**Problem requirements**
Your answer needs to include each line of the records in which the string "Springs" can be found.

**Input data**
# # # # # # #
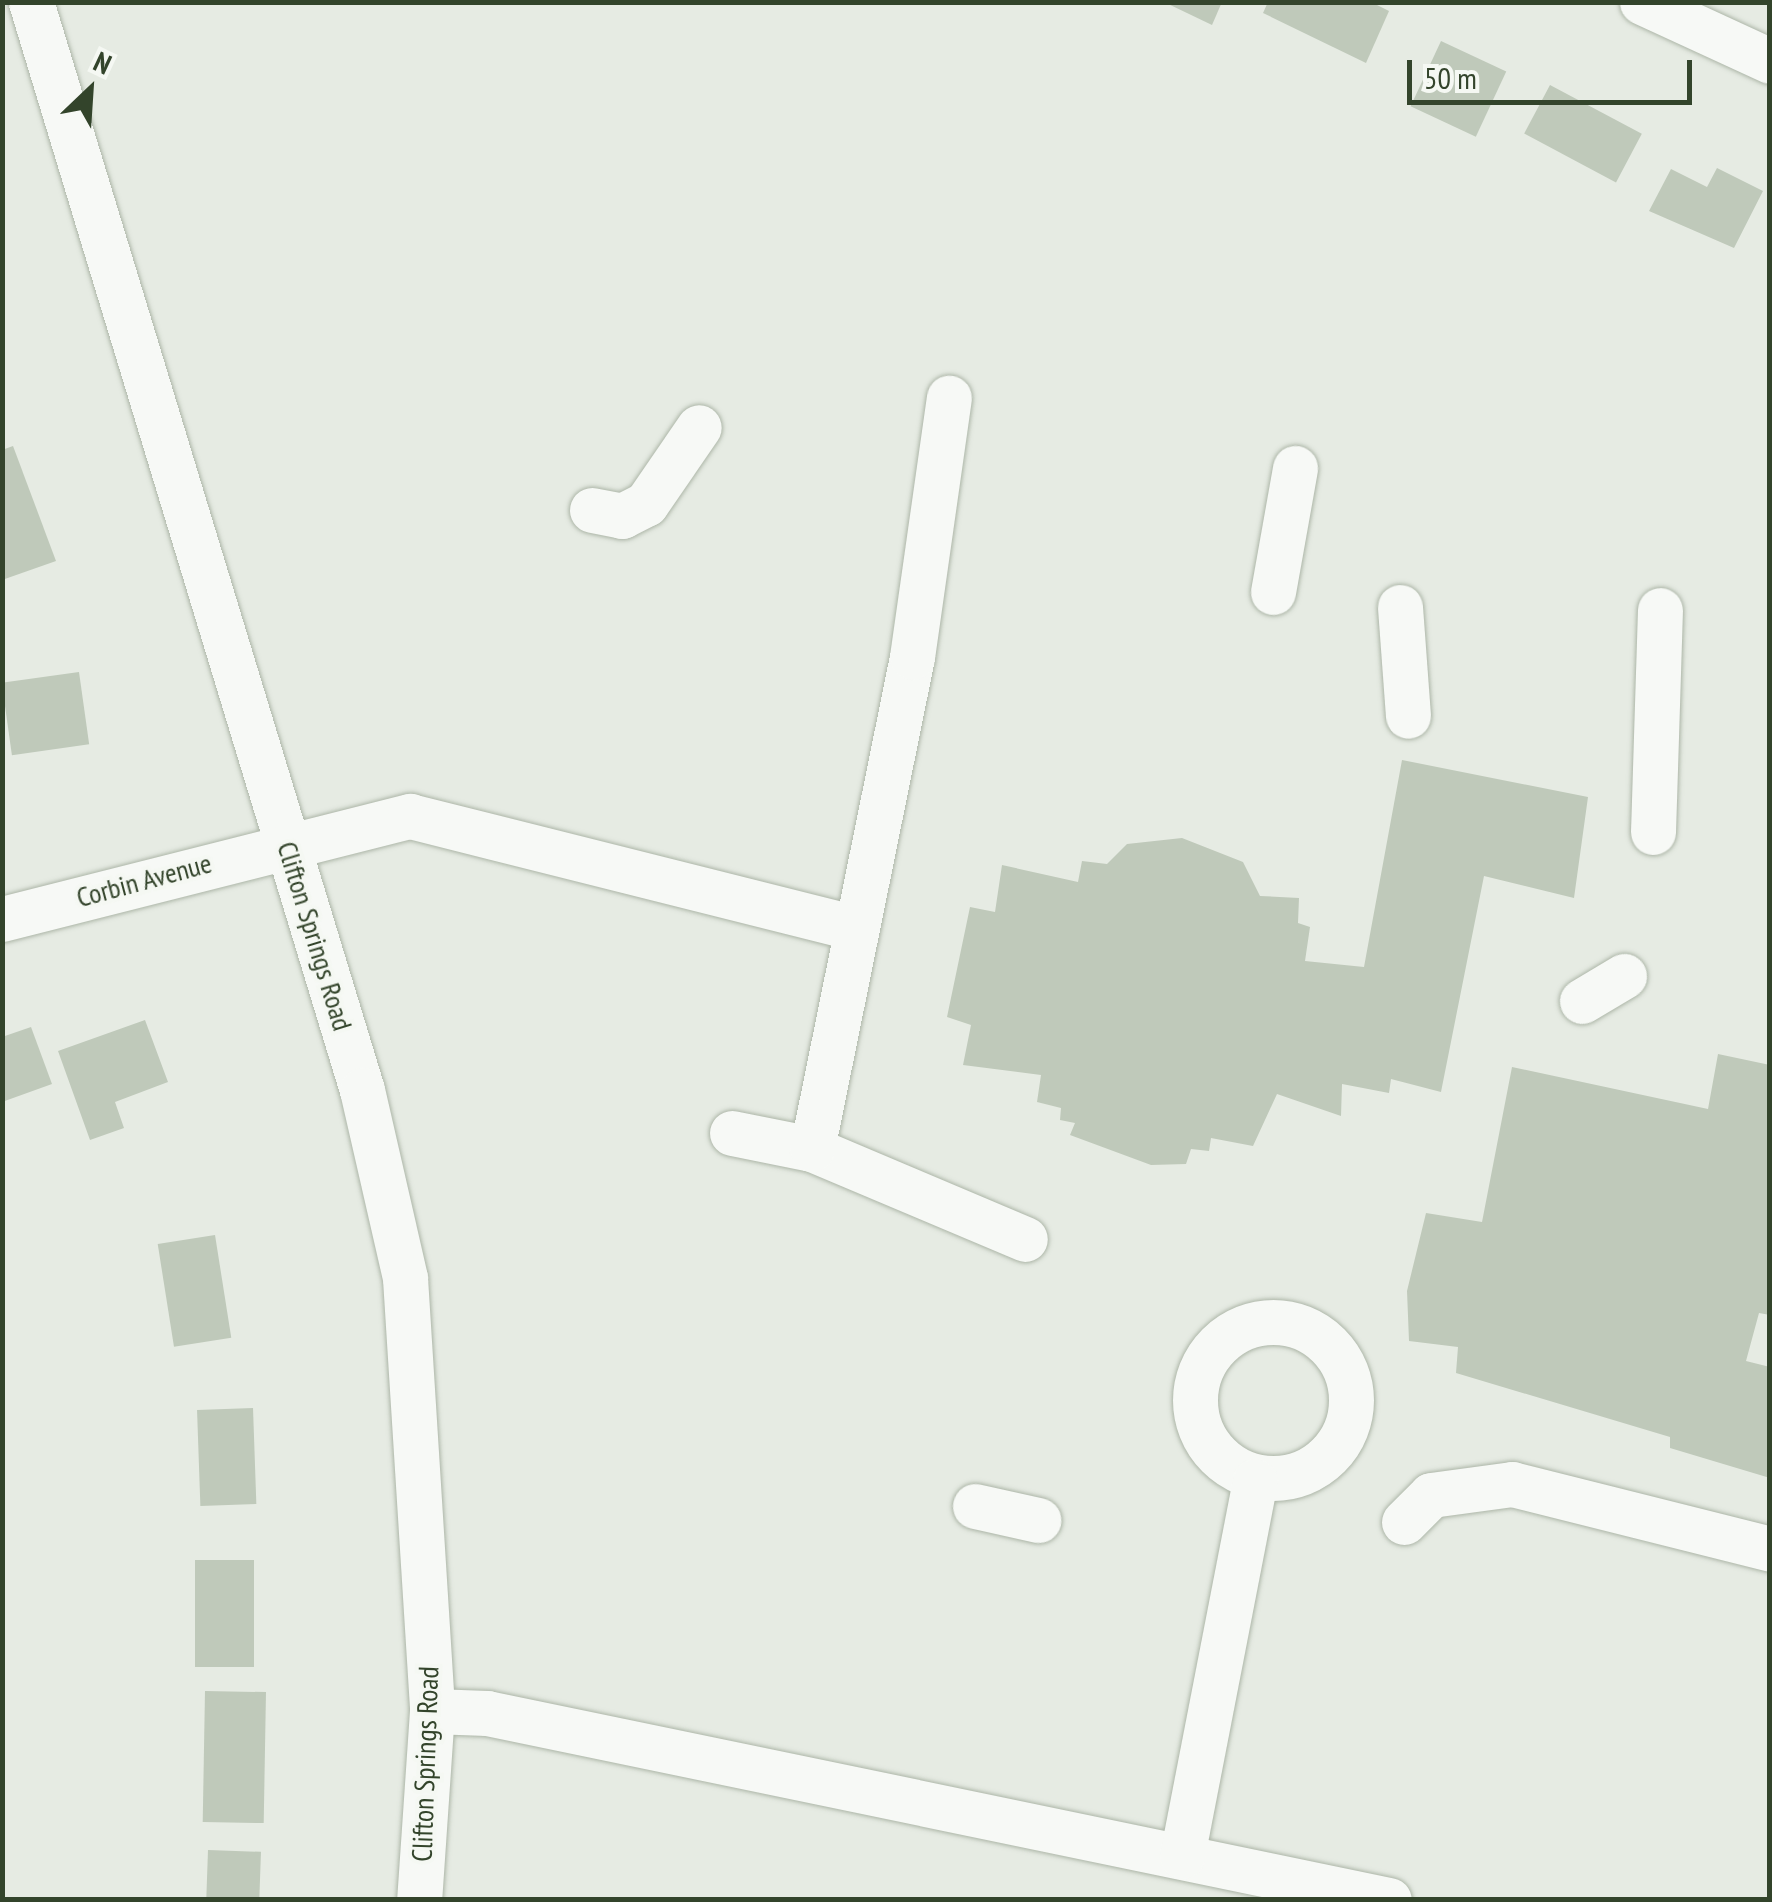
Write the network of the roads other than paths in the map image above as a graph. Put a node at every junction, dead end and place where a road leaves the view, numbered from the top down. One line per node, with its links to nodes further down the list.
1 (31, 2): 13 (street, Clifton Springs Road)
2 (1642, 2): 3 (street)
3 (1770, 62)
4 (950, 398): 15 (street)
5 (698, 427): 7 (street)
6 (1295, 468): 8 (street)
7 (592, 510)
8 (1273, 592)
9 (1400, 607): 11 (street)
10 (1660, 610): 12 (street)
11 (1408, 716)
12 (1653, 832)
13 (286, 842): 14 (street, Corbin Avenue); 15 (street, Corbin Avenue); 26 (street, Clifton Springs Road)
14 (2, 919)
15 (855, 928): 19 (street)
16 (1624, 976): 17 (street)
17 (1582, 1001)
18 (732, 1133): 19 (street)
19 (812, 1149): 20 (street)
20 (1025, 1240)
21 (1255, 1480): 27 (street)
22 (976, 1506): 23 (street)
23 (1038, 1520)
24 (1404, 1522): 25 (street)
25 (1770, 1549)
26 (432, 1711): 27 (street); 28 (street, Clifton Springs Road)
27 (1182, 1856): 29 (street)
28 (420, 1900)
29 (1389, 1900)

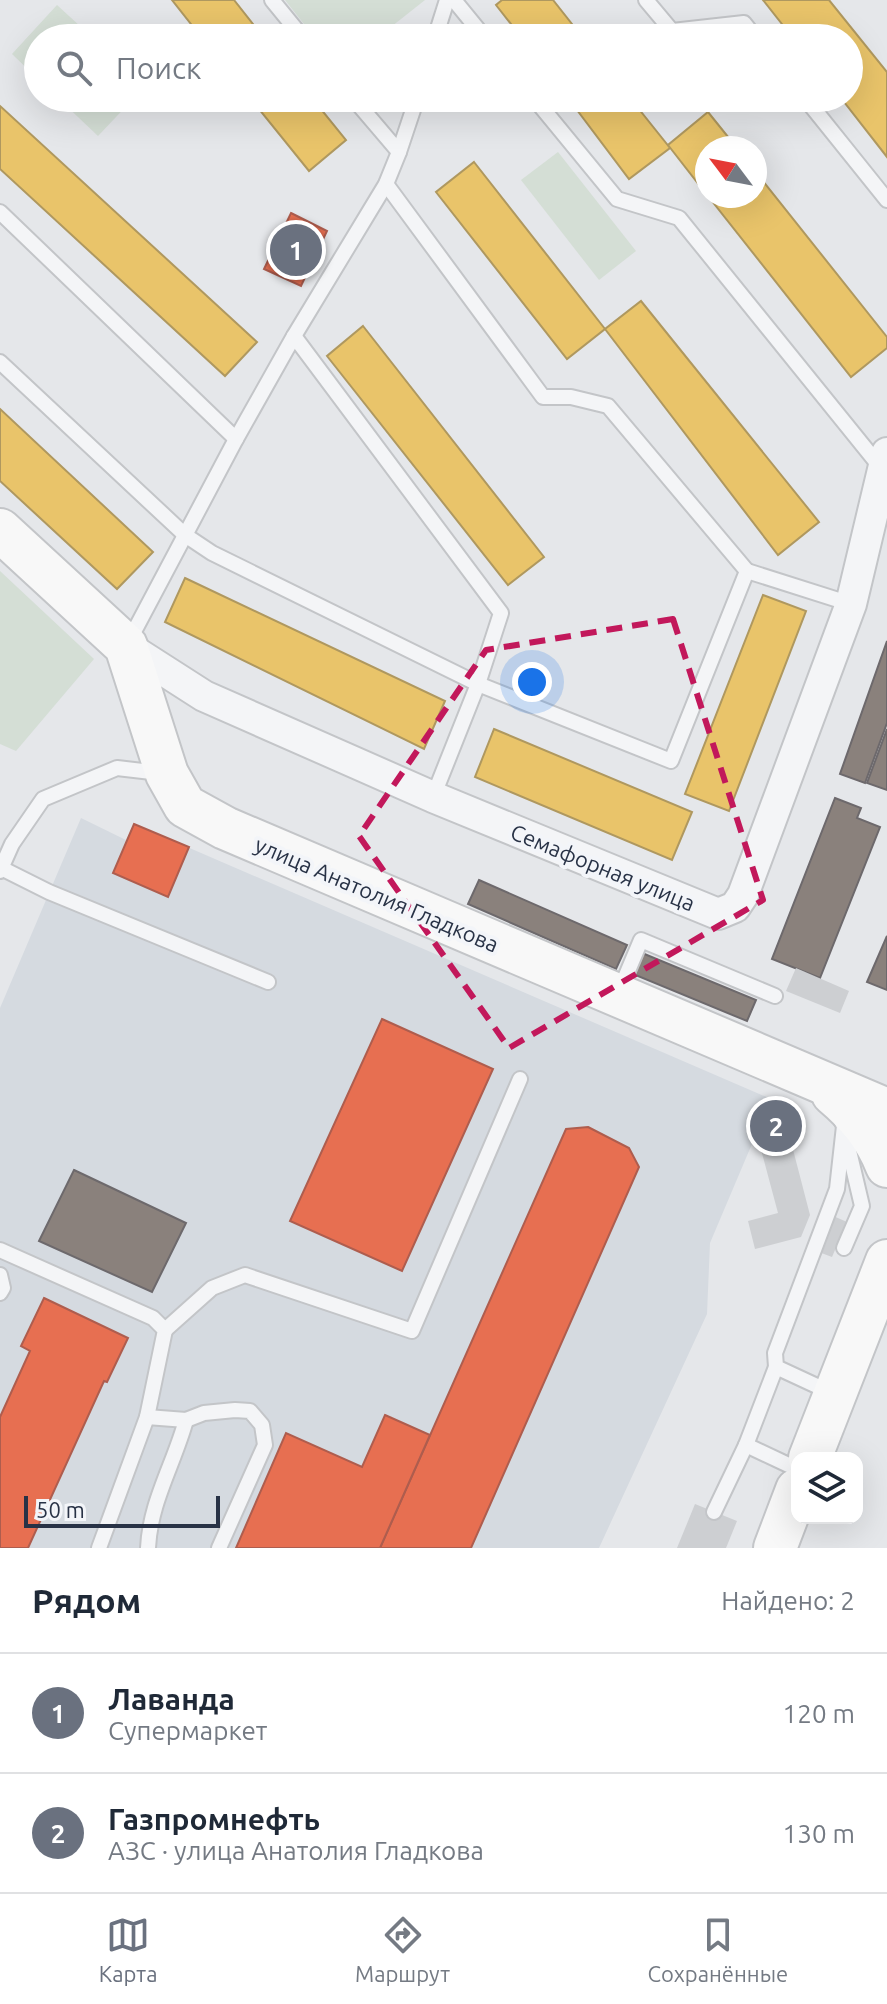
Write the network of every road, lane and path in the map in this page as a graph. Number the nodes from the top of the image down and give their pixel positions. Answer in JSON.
{"nodes":[{"id":1,"x":272,"y":0,"type":"edge"},
{"id":2,"x":447,"y":0,"type":"edge"},
{"id":3,"x":454,"y":0,"type":"edge"},
{"id":4,"x":646,"y":0,"type":"edge"},
{"id":5,"x":292,"y":24,"type":"edge"},
{"id":6,"x":439,"y":24,"type":"edge"},
{"id":7,"x":474,"y":24,"type":"edge"},
{"id":8,"x":666,"y":24,"type":"edge"},
{"id":9,"x":365,"y":112,"type":"edge"},
{"id":10,"x":412,"y":112,"type":"edge"},
{"id":11,"x":546,"y":112,"type":"edge"},
{"id":12,"x":816,"y":112,"type":"edge"},
{"id":13,"x":399,"y":152,"type":"junction"},
{"id":14,"x":386,"y":184,"type":"junction"},
{"id":15,"x":887,"y":200,"type":"edge"},
{"id":16,"x":0,"y":212,"type":"edge"},
{"id":17,"x":294,"y":336,"type":"junction"},
{"id":18,"x":0,"y":362,"type":"edge"},
{"id":19,"x":236,"y":439,"type":"junction"},
{"id":20,"x":884,"y":461,"type":"edge"},
{"id":21,"x":0,"y":530,"type":"edge"},
{"id":22,"x":185,"y":535,"type":"junction"},
{"id":23,"x":747,"y":571,"type":"junction"},
{"id":24,"x":851,"y":604,"type":"junction"},
{"id":25,"x":126,"y":646,"type":"junction"},
{"id":26,"x":478,"y":684,"type":"junction"},
{"id":27,"x":167,"y":774,"type":"junction"},
{"id":28,"x":433,"y":797,"type":"junction"},
{"id":29,"x":1,"y":870,"type":"edge"},
{"id":30,"x":268,"y":982,"type":"dead end"},
{"id":31,"x":775,"y":996,"type":"dead end"},
{"id":32,"x":618,"y":997,"type":"junction"},
{"id":33,"x":520,"y":1079,"type":"dead end"},
{"id":34,"x":817,"y":1081,"type":"junction"},
{"id":35,"x":887,"y":1110,"type":"edge"},
{"id":36,"x":844,"y":1126,"type":"junction"},
{"id":37,"x":887,"y":1166,"type":"edge"},
{"id":38,"x":844,"y":1248,"type":"dead end"},
{"id":39,"x":0,"y":1250,"type":"edge"},
{"id":40,"x":887,"y":1261,"type":"edge"},
{"id":41,"x":0,"y":1275,"type":"edge"},
{"id":42,"x":0,"y":1293,"type":"edge"},
{"id":43,"x":165,"y":1330,"type":"junction"},
{"id":44,"x":776,"y":1367,"type":"junction"},
{"id":45,"x":835,"y":1395,"type":"junction"},
{"id":46,"x":147,"y":1417,"type":"junction"},
{"id":47,"x":186,"y":1420,"type":"junction"},
{"id":48,"x":746,"y":1445,"type":"junction"},
{"id":49,"x":812,"y":1452,"type":"edge"},
{"id":50,"x":791,"y":1466,"type":"edge"},
{"id":51,"x":791,"y":1506,"type":"edge"},
{"id":52,"x":714,"y":1512,"type":"dead end"},
{"id":53,"x":99,"y":1548,"type":"edge"},
{"id":54,"x":148,"y":1548,"type":"edge"},
{"id":55,"x":219,"y":1548,"type":"edge"},
{"id":56,"x":775,"y":1548,"type":"edge"}],
"edges":[{"from":1,"to":5,"type":"lane"},
{"from":2,"to":6,"type":"lane"},
{"from":3,"to":7,"type":"lane"},
{"from":4,"to":8,"type":"lane"},
{"from":9,"to":13,"type":"lane"},
{"from":10,"to":13,"type":"lane"},
{"from":11,"to":20,"type":"lane"},
{"from":12,"to":15,"type":"lane"},
{"from":13,"to":14,"type":"lane"},
{"from":14,"to":17,"type":"lane"},
{"from":14,"to":23,"type":"lane"},
{"from":16,"to":19,"type":"lane"},
{"from":17,"to":19,"type":"lane"},
{"from":17,"to":26,"type":"lane"},
{"from":18,"to":22,"type":"lane"},
{"from":19,"to":22,"type":"lane"},
{"from":20,"to":24,"type":"street","name":"Семафорная улица"},
{"from":21,"to":25,"type":"main road","name":"улица Анатолия Гладкова"},
{"from":22,"to":25,"type":"lane"},
{"from":22,"to":26,"type":"lane"},
{"from":23,"to":24,"type":"lane"},
{"from":23,"to":26,"type":"lane"},
{"from":24,"to":28,"type":"street","name":"Семафорная улица"},
{"from":25,"to":27,"type":"main road","name":"улица Анатолия Гладкова"},
{"from":25,"to":28,"type":"street","name":"Семафорная улица"},
{"from":26,"to":28,"type":"lane"},
{"from":27,"to":29,"type":"lane"},
{"from":27,"to":32,"type":"main road","name":"улица Анатолия Гладкова"},
{"from":29,"to":30,"type":"lane"},
{"from":31,"to":32,"type":"lane"},
{"from":32,"to":34,"type":"main road","name":"улица Анатолия Гладкова"},
{"from":33,"to":43,"type":"lane"},
{"from":34,"to":35,"type":"main road","name":"улица Анатолия Гладкова"},
{"from":34,"to":36,"type":"lane"},
{"from":34,"to":37,"type":"main road"},
{"from":36,"to":38,"type":"lane"},
{"from":36,"to":44,"type":"lane"},
{"from":39,"to":43,"type":"lane"},
{"from":40,"to":45,"type":"main road"},
{"from":41,"to":42,"type":"lane"},
{"from":43,"to":46,"type":"lane"},
{"from":44,"to":45,"type":"lane"},
{"from":44,"to":48,"type":"lane"},
{"from":45,"to":49,"type":"main road"},
{"from":46,"to":47,"type":"lane"},
{"from":46,"to":53,"type":"lane"},
{"from":47,"to":54,"type":"lane"},
{"from":47,"to":55,"type":"lane"},
{"from":48,"to":50,"type":"lane"},
{"from":48,"to":52,"type":"lane"},
{"from":51,"to":56,"type":"main road"}]}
# # # # # # #
**Solution below**
1 (31, 2): 13 (street, Clifton Springs Road)
13 (286, 842): 14 (street, Corbin Avenue); 15 (street, Corbin Avenue); 26 (street, Clifton Springs Road)
26 (432, 1711): 27 (street); 28 (street, Clifton Springs Road)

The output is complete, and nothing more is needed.